Reclaim Our History
June 8. 65: Jewish rebels capture fortress of Antonia in Jerusalem. Beginning of the Jewish rebellion against Rome. 1937: American Medical Association recognizes right to birth control.
June 9. 1863: Nez Perce reservation in Idaho reduced to one tenth its original size to accommodate white settlers and railroads. 1954: Commie-hunting momentum of US Sen. Joseph McCarthy is derailed by a simple question from witness Joseph Welch: "Have you no decency, sir?"
June 10. 1998: Mexican Army tries to invade San Juan de la Libertad, Chiapas, but Zapatista rebels force a retreat.
June 11. 1982: Ninety million signatures for disarmament presented to United Nations, New York.
June 12. 1917: 260 people die in a mine disaster in Butte, MT, sparking a strike of 14,000 people against unsafe conditions. 1985: 1,756 people arrested in 150 cities over two days for protests against US arming and financing of Nicaraguan Contras.
June 13. 1971: First installment of "The Pentagon Papers" published by the New York Times. 1992: Law enforcement officials in Texas call for a ban on Ice-T's "Cop Killer" LP. Sales double on the West Coast and in Texas.
June 14. 1971: Fifty activists, including future American Indian Movement leader John Trudell, occupy deserted missile site near Richmond, CA.
June 15. 1911: Dutch government adopts anti-gay law, provoking establishment of Dutch chapter of German gay rights group Scientific Humanitarian Committee. 1963: Rev. Mance Jackson leads 1,000 from Mt. Zion Baptist Church to Westlake Mall in Seattle's first civil rights march.
June 16. 1976: Soweto Massacre, South Africa. 700 black children killed while protesting requirement to learn Afrikaans language in their schools. 1986: Despite arrests, millions participate in South African black trade union strike on 10th anniversary of Soweto uprising.

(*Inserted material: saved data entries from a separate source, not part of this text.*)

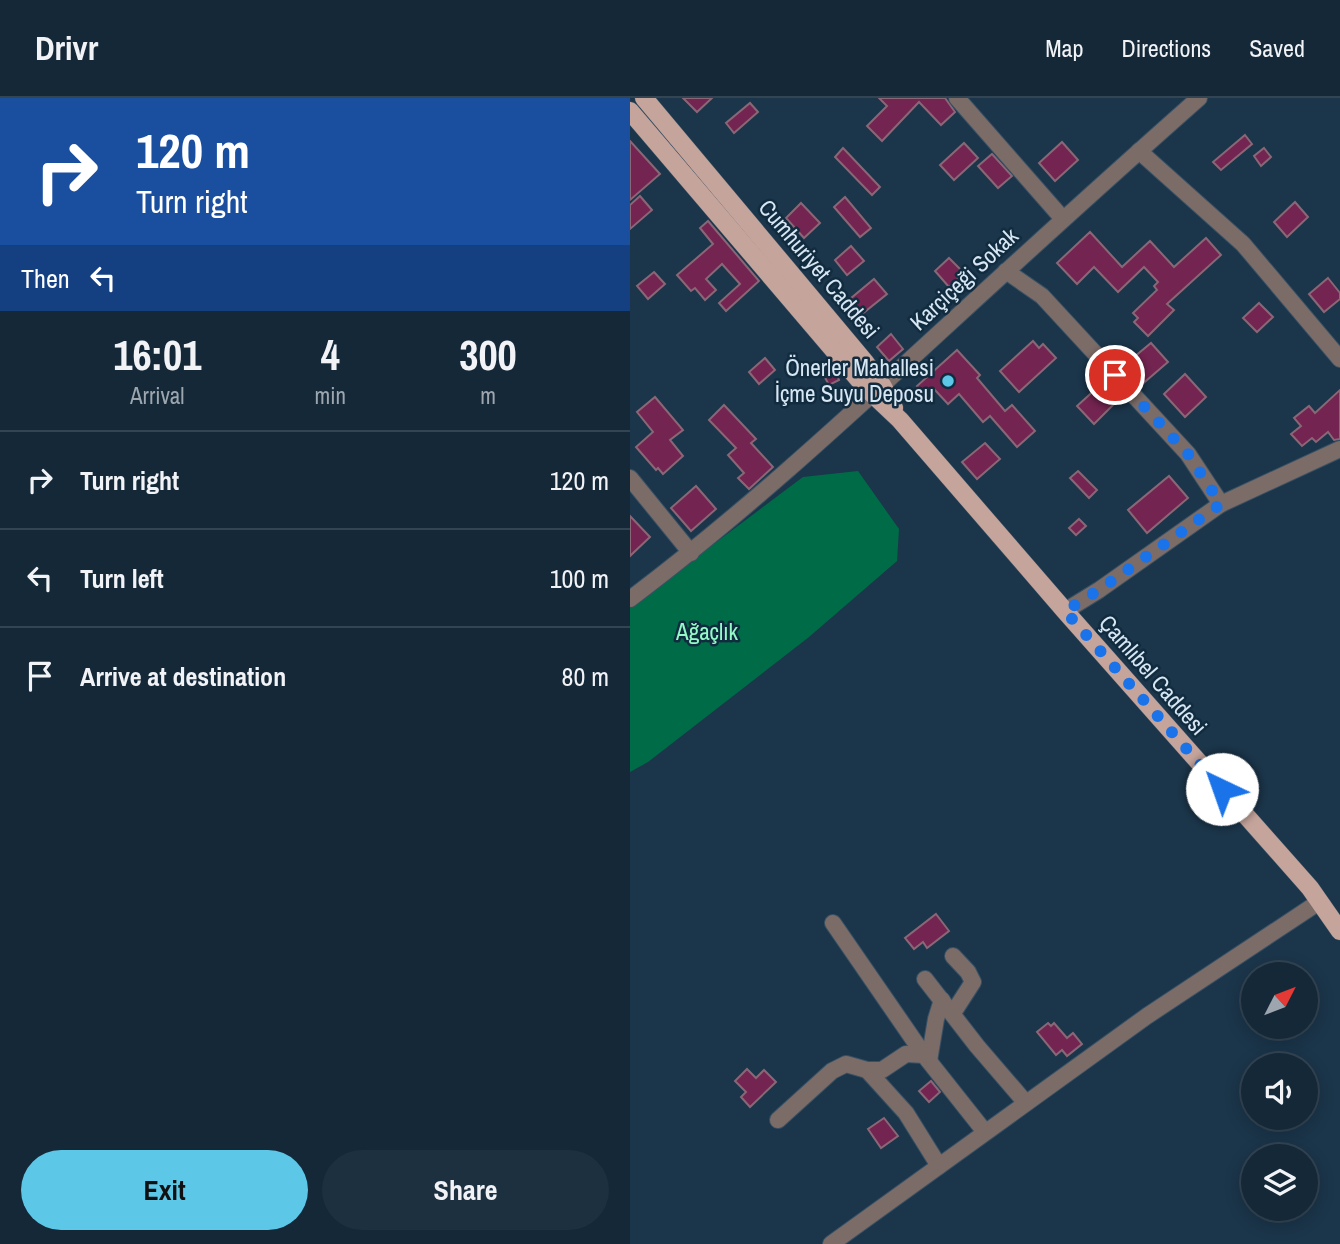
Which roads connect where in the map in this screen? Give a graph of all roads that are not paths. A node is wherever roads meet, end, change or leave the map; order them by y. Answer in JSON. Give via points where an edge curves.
{"nodes":[{"id":1,"x":644,"y":98,"type":"edge"},
{"id":2,"x":957,"y":98,"type":"edge"},
{"id":3,"x":1199,"y":98,"type":"edge"},
{"id":4,"x":630,"y":111,"type":"edge"},
{"id":5,"x":1139,"y":151,"type":"junction"},
{"id":6,"x":1063,"y":219,"type":"junction"},
{"id":7,"x":1006,"y":271,"type":"junction"},
{"id":8,"x":1340,"y":359,"type":"edge"},
{"id":9,"x":877,"y":390,"type":"junction"},
{"id":10,"x":900,"y":420,"type":"joint"},
{"id":11,"x":1340,"y":449,"type":"edge"},
{"id":12,"x":630,"y":478,"type":"edge"},
{"id":13,"x":1221,"y":504,"type":"junction"},
{"id":14,"x":691,"y":553,"type":"junction"},
{"id":15,"x":630,"y":599,"type":"edge"},
{"id":16,"x":1065,"y":611,"type":"junction"},
{"id":17,"x":1319,"y":902,"type":"junction"},
{"id":18,"x":833,"y":923,"type":"dead end"},
{"id":19,"x":1340,"y":931,"type":"edge"},
{"id":20,"x":953,"y":956,"type":"dead end"},
{"id":21,"x":925,"y":979,"type":"dead end"},
{"id":22,"x":942,"y":1000,"type":"junction"},
{"id":23,"x":953,"y":1013,"type":"junction"},
{"id":24,"x":927,"y":1058,"type":"junction"},
{"id":25,"x":867,"y":1070,"type":"junction"},
{"id":26,"x":1026,"y":1103,"type":"junction"},
{"id":27,"x":778,"y":1120,"type":"dead end"},
{"id":28,"x":985,"y":1132,"type":"junction"},
{"id":29,"x":939,"y":1166,"type":"junction"},
{"id":30,"x":831,"y":1244,"type":"edge"}],
"edges":[{"from":1,"to":9,"type":"main road","name":"Cumhuriyet Caddesi","via":[[865,362]]},
{"from":2,"to":6,"type":"street"},
{"from":3,"to":5,"type":"street","name":"Karçiçeği Sokak"},
{"from":4,"to":9,"type":"main road","name":"Cumhuriyet Caddesi"},
{"from":5,"to":6,"type":"street","name":"Karçiçeği Sokak"},
{"from":5,"to":8,"type":"street","via":[[1243,244]]},
{"from":6,"to":7,"type":"street","name":"Karçiçeği Sokak"},
{"from":7,"to":9,"type":"street","name":"Karçiçeği Sokak"},
{"from":7,"to":13,"type":"street","via":[[1042,296],[1188,454]]},
{"from":9,"to":10,"type":"main road","name":"Cumhuriyet Caddesi"},
{"from":9,"to":14,"type":"street","name":"Karçiçeği Sokak"},
{"from":10,"to":16,"type":"main road","name":"Çamlıbel Caddesi"},
{"from":11,"to":13,"type":"street"},
{"from":12,"to":14,"type":"street"},
{"from":13,"to":16,"type":"street"},
{"from":14,"to":15,"type":"street","name":"Karçiçeği Sokak"},
{"from":16,"to":17,"type":"main road","name":"Çamlıbel Caddesi"},
{"from":17,"to":19,"type":"main road","name":"Çamlıbel Caddesi"},
{"from":17,"to":26,"type":"street"},
{"from":18,"to":24,"type":"street"},
{"from":20,"to":23,"type":"street","via":[[973,982]]},
{"from":21,"to":22,"type":"street"},
{"from":22,"to":23,"type":"street"},
{"from":22,"to":24,"type":"street"},
{"from":23,"to":26,"type":"street"},
{"from":24,"to":25,"type":"street","via":[[906,1054],[882,1070]]},
{"from":24,"to":28,"type":"street"},
{"from":25,"to":27,"type":"street","via":[[846,1064],[832,1071]]},
{"from":25,"to":29,"type":"street","via":[[906,1114]]},
{"from":26,"to":28,"type":"street"},
{"from":28,"to":29,"type":"street"},
{"from":29,"to":30,"type":"street"}]}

June 17. 1997: Washington state voters narrowly approve public financing of a new football stadium for billionaire Paul Allen, in the first US election ever directly financed by an individual for the direct financial benefit of that individual; Allen paid the state for the entire election costs.
June 18. 1990: "Redwood Summer" protests begin with IWW blockade of lumber exports, Sonoma, CA.
June 19. 1754: Benjamin Franklin introduces Albany Plan of Union, based on the Iroquois Confederacy. Plan was rejected, but its essential elements adopted 25 years later as the US Constitution. 1953: Black community begins bus boycott in Baton Rouge, Louisiana, two and a half years before the more famous Montgomery, Alabama protest.
June 20. 1892: American Railway Union (ARU), founded by Eugene Debs, first organized. 1943: Striking African American auto workers attacked by National Workers League, KKK, and armed white workers at Detroit's Bell Isle amusement park. In the ensuing riots, 34 people killed, over 1,300 arrested.
June 21. 1802: First law limiting work hours for children in England; limited to only 12 hours per day. 1960: Nobel laureate in chemistry Linus Pauling defies Congress by refusing to name signers of petitions calling for total halt of nuclear weapons testing. Pauling later wins a second Nobel: a Peace Prize for his work championing nuclear disarmament.